What Does the 14th Amendment Actually Say?

14th amendment

What Does the 14th Amendment Actually Say?

The 1860s in America was a tumultuous time. The Civil War started in 1861 and ended in 1865. Afterward, the Reconstruction Era produced three new Constitutional amendments.

The 13th Amendment to the US Constitution officially ended slavery in America. It was ratified on December 3, 1865. The 14th Amendment, ratified on July 28, 1868, granted full citizenship to the formerly enslaved people, something southern governments had been holding out on since the end of the Civil War. The 15th Amendment, the final of the Reconstruction amendments to the Constitution, granted African American males the right to vote and was ratified on March 30, 1870.

In the past month, questions about the 14th Amendment have come to the forefront of the national stage. Many ask to whom it grants citizenship. The discussion is spurred by a group of migrants from the Northern Triangle of Central America–Honduras, Guatemala, and El Salvador–seeking asylum from persecution and poverty in the United States and Mexico.

There’s fear that if any of the migrants enter the U.S. illegally and have children, those children will become U.S. citizens. 

 

What the 14th Amendment Says About Citizenship

As mentioned above, the 14th Amendment gave former slaves the same citizenship benefits as white Americans. The 14th Amendment only deals with African American citizenship.
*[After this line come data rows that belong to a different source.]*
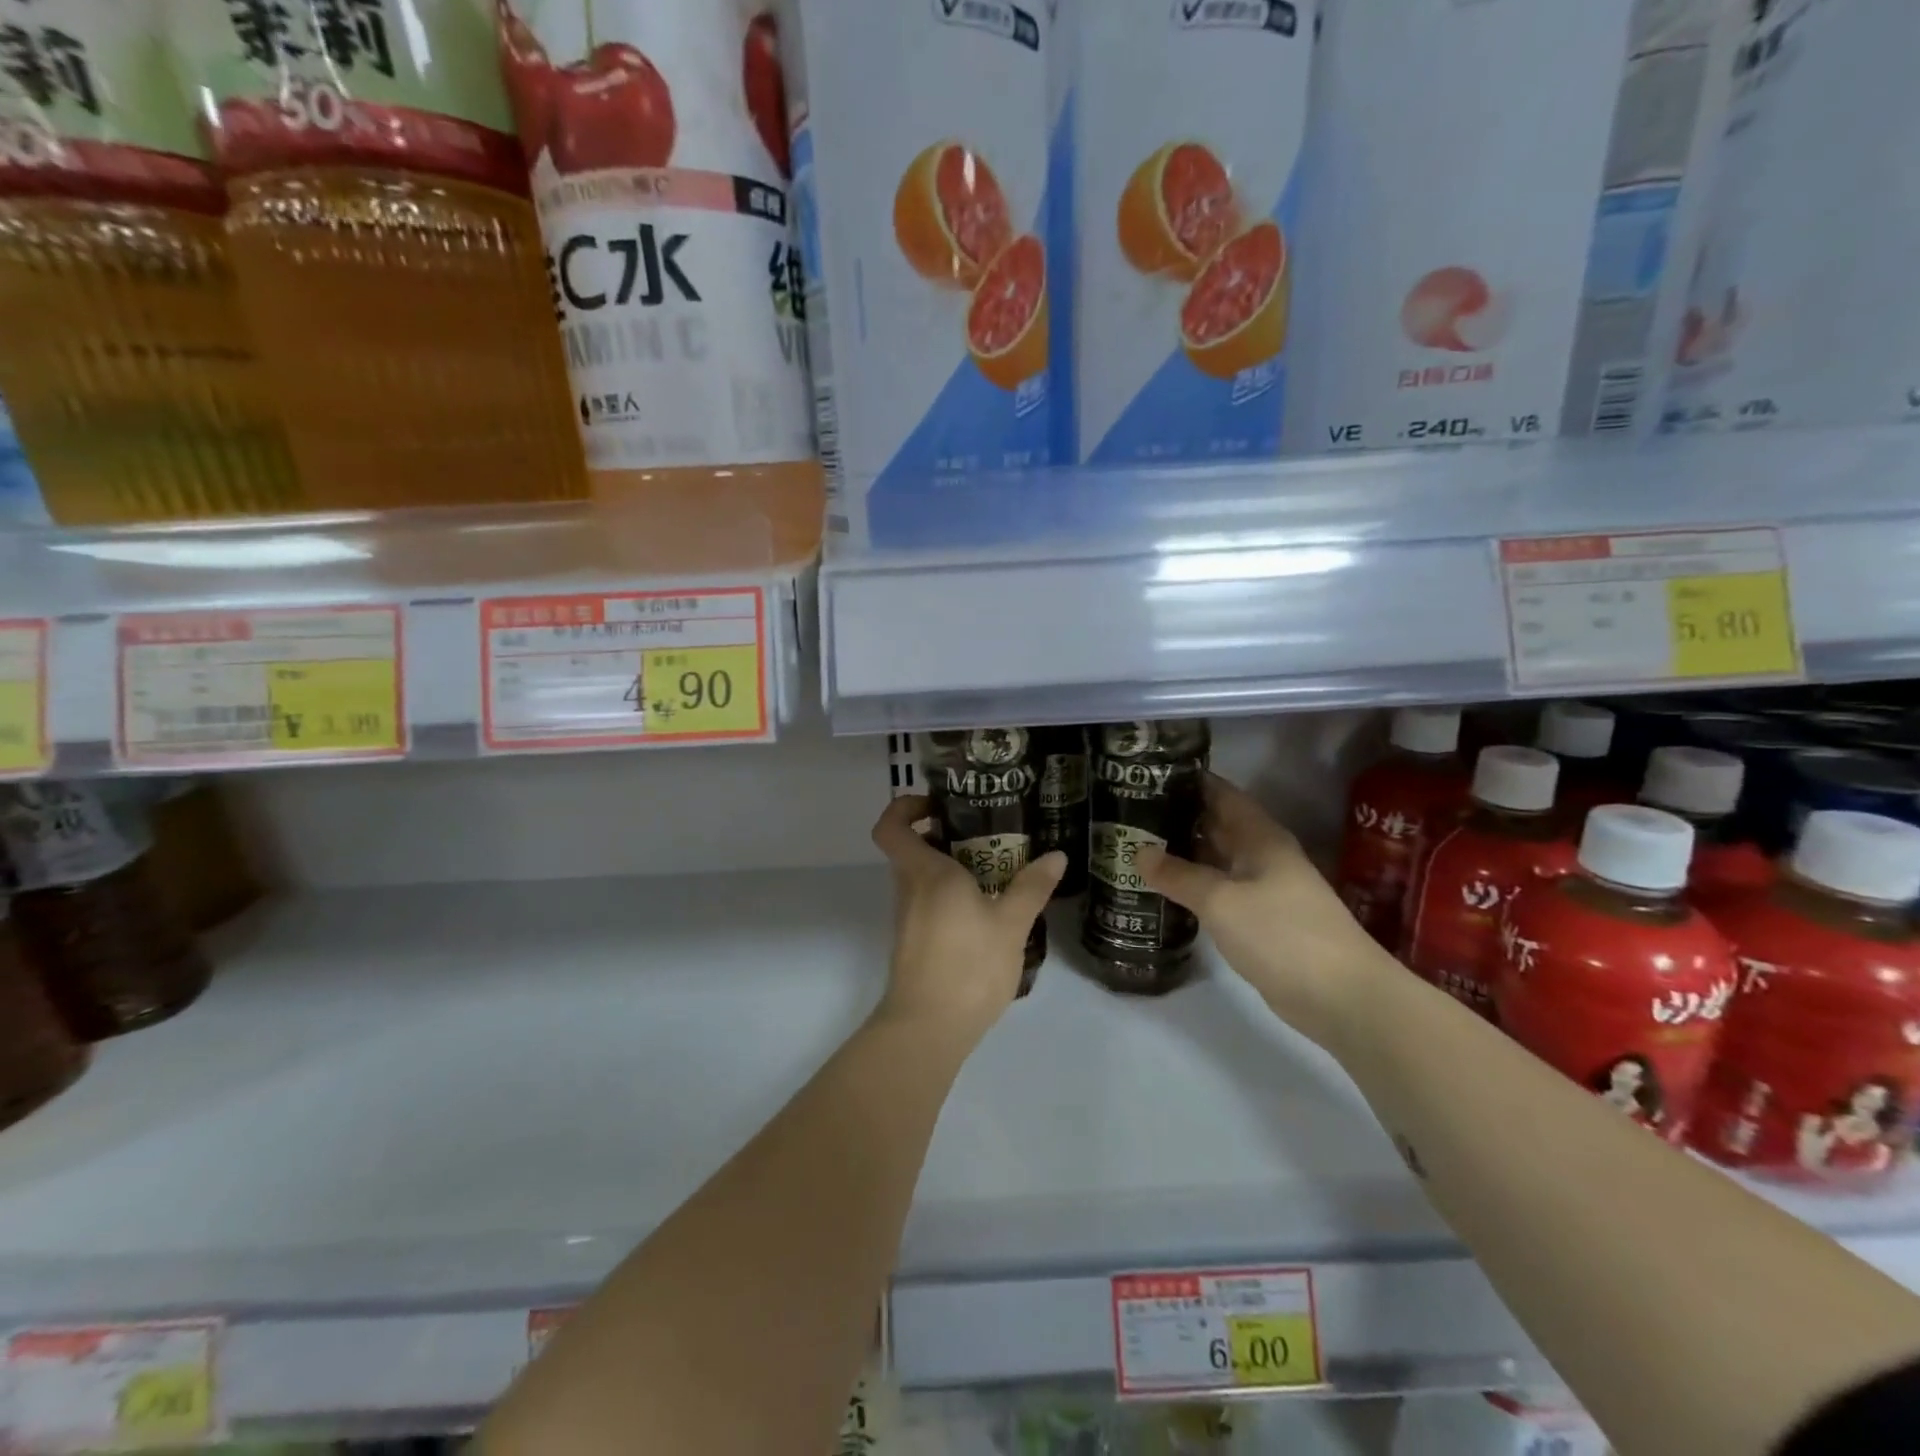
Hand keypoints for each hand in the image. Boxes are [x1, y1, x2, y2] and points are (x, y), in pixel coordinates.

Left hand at [870, 795, 1066, 1041]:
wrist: (928, 1029)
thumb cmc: (968, 965)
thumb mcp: (1011, 924)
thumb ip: (1032, 887)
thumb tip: (1056, 856)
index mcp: (926, 873)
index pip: (891, 826)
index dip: (906, 807)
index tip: (938, 805)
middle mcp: (910, 889)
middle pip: (912, 849)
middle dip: (944, 835)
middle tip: (987, 833)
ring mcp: (909, 919)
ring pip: (923, 878)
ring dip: (952, 868)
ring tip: (998, 870)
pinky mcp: (915, 943)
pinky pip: (930, 903)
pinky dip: (953, 897)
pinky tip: (989, 910)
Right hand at [1137, 773, 1386, 1053]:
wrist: (1342, 997)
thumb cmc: (1281, 934)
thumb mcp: (1220, 900)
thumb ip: (1178, 875)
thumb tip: (1137, 852)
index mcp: (1260, 837)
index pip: (1221, 793)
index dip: (1188, 780)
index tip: (1147, 774)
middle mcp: (1263, 855)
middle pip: (1217, 824)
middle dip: (1177, 815)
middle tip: (1129, 811)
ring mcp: (1264, 889)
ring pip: (1217, 859)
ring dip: (1182, 851)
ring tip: (1135, 844)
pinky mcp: (1261, 920)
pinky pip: (1220, 890)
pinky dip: (1193, 884)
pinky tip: (1164, 888)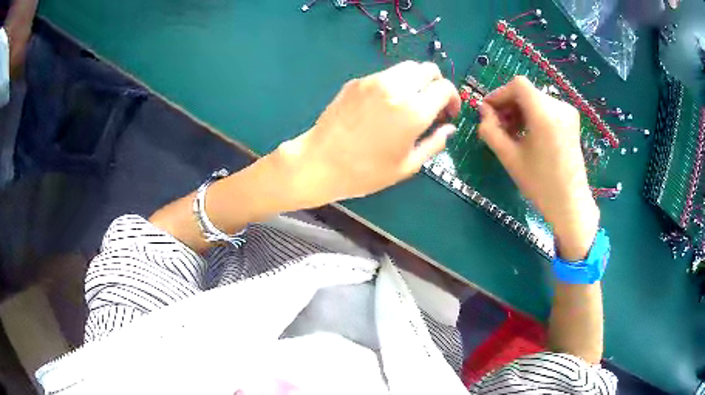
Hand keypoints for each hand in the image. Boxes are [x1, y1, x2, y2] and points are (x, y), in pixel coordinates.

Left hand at [274, 61, 460, 207]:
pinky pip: (385, 75)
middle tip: (432, 105)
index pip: (445, 87)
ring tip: (409, 103)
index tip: (448, 113)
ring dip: (416, 81)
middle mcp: (396, 88)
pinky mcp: (356, 81)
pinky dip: (394, 83)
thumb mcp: (407, 165)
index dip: (452, 99)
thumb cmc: (366, 172)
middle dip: (436, 84)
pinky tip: (384, 105)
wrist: (320, 162)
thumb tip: (449, 129)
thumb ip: (434, 143)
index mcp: (413, 110)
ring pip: (406, 67)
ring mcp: (373, 81)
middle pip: (428, 69)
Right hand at [478, 76, 598, 259]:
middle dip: (509, 105)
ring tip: (512, 133)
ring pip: (536, 100)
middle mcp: (559, 107)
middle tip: (498, 126)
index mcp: (545, 113)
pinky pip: (547, 108)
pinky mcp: (572, 121)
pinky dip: (533, 115)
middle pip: (527, 92)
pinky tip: (527, 134)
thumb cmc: (540, 184)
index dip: (499, 94)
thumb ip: (490, 130)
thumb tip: (483, 112)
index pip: (518, 85)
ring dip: (520, 111)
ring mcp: (568, 113)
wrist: (570, 203)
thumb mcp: (509, 157)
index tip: (488, 111)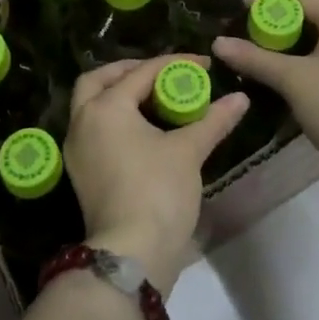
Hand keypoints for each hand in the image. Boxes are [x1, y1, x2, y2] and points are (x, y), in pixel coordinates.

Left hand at [63, 55, 247, 295]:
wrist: (132, 255)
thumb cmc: (158, 192)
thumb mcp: (189, 150)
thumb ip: (213, 119)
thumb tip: (241, 98)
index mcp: (105, 107)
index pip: (141, 72)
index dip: (175, 64)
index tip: (203, 65)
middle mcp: (82, 121)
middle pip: (100, 80)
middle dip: (130, 71)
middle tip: (161, 74)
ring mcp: (77, 149)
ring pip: (92, 106)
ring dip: (119, 95)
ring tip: (154, 98)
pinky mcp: (82, 172)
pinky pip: (94, 129)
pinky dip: (115, 119)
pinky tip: (143, 128)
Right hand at [212, 0, 318, 177]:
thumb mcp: (291, 80)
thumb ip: (254, 58)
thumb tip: (218, 43)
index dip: (266, 2)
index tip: (239, 10)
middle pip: (318, 12)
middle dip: (285, 22)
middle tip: (255, 34)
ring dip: (304, 40)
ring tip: (276, 52)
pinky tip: (307, 70)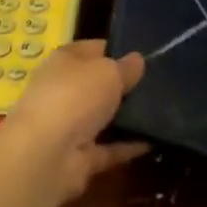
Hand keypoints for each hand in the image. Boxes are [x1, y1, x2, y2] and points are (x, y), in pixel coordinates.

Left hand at [2, 39, 147, 197]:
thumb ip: (126, 67)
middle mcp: (63, 90)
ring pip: (102, 117)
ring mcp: (69, 126)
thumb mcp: (108, 72)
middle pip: (98, 84)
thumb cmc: (74, 96)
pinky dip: (127, 147)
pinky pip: (108, 148)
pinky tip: (153, 141)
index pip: (94, 49)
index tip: (146, 55)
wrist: (45, 155)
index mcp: (65, 61)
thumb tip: (138, 60)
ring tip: (162, 112)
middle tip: (159, 84)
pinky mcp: (78, 157)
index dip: (118, 50)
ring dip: (126, 117)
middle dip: (124, 85)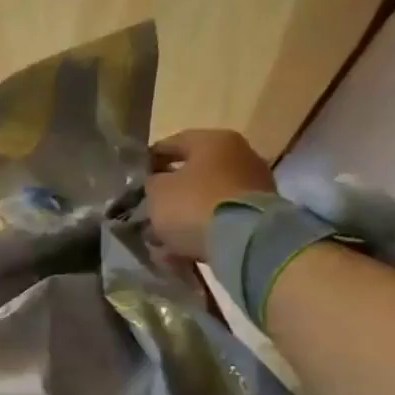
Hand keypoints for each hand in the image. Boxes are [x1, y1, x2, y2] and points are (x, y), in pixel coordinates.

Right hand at [144, 129, 276, 259]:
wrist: (244, 241)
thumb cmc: (193, 205)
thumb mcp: (157, 191)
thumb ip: (152, 184)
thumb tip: (157, 185)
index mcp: (213, 141)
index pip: (173, 143)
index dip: (150, 160)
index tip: (135, 177)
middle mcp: (239, 157)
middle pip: (193, 175)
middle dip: (169, 196)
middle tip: (148, 212)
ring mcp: (253, 187)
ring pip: (206, 202)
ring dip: (184, 219)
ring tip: (163, 242)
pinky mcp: (258, 216)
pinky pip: (220, 222)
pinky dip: (202, 234)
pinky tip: (183, 253)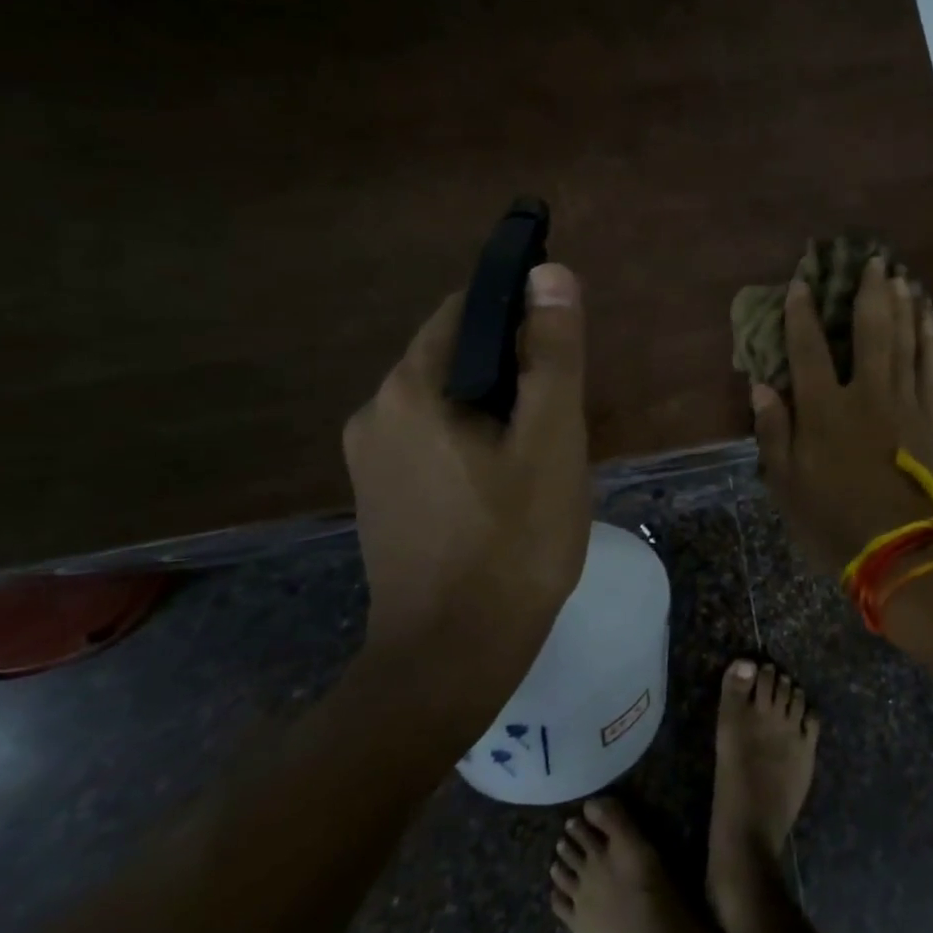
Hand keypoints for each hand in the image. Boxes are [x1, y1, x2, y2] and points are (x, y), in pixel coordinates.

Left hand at [343, 263, 589, 664]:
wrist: (451, 660)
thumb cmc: (514, 543)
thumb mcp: (551, 440)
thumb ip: (552, 354)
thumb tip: (549, 272)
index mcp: (409, 389)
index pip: (465, 310)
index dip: (520, 314)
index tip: (563, 351)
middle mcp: (374, 413)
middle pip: (454, 357)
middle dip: (512, 372)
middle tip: (560, 421)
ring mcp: (369, 460)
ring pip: (446, 402)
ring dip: (495, 410)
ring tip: (540, 458)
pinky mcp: (379, 496)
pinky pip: (432, 441)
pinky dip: (472, 442)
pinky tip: (505, 487)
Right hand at [752, 256, 932, 575]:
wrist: (902, 552)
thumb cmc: (834, 521)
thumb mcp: (786, 486)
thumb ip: (774, 432)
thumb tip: (761, 387)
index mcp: (825, 410)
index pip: (808, 349)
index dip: (802, 314)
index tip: (802, 283)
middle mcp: (867, 393)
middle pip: (870, 330)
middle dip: (868, 292)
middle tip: (872, 260)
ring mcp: (907, 402)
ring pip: (907, 340)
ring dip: (904, 305)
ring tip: (901, 277)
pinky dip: (932, 338)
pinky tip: (930, 319)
That is the only group the amendment applies to. (The 14th Amendment did not pertain to Native Americans. They were granted citizenship in 1924 through a separate Congressional act.)

 

What the 14th Amendment Doesn’t Say About Citizenship

The 14th Amendment doesn’t define how to become a citizen. It wasn’t intended to determine how newcomers would or would not become citizens. That power, as the National Review elaborates, goes to Congress. Instead, the 14th Amendment and the other Reconstruction amendments are designed to remove any lingering relics of slavery from America.

 

How the U.S. Grants Citizenship

So if the 14th Amendment only grants citizenship to African Americans who were formerly enslaved, how is citizenship granted to other groups ? Currently, U.S. policy states that if someone is a citizens or lawful, permanent resident, their children are citizens. In order to become a legal citizen of the United States, there are certain steps a person must follow. Immigration laws are complex and generally require the guidance of an attorney to navigate.

Click here to learn about applying for a green card. The U.S. citizenship website lists the requirements someone must fulfill before they can take the citizenship test.

As the immigration debate escalates, it’s a great time to refresh your knowledge of the Constitution. The 14th Amendment exists to give citizenship and its benefits to pre-Civil War slaves.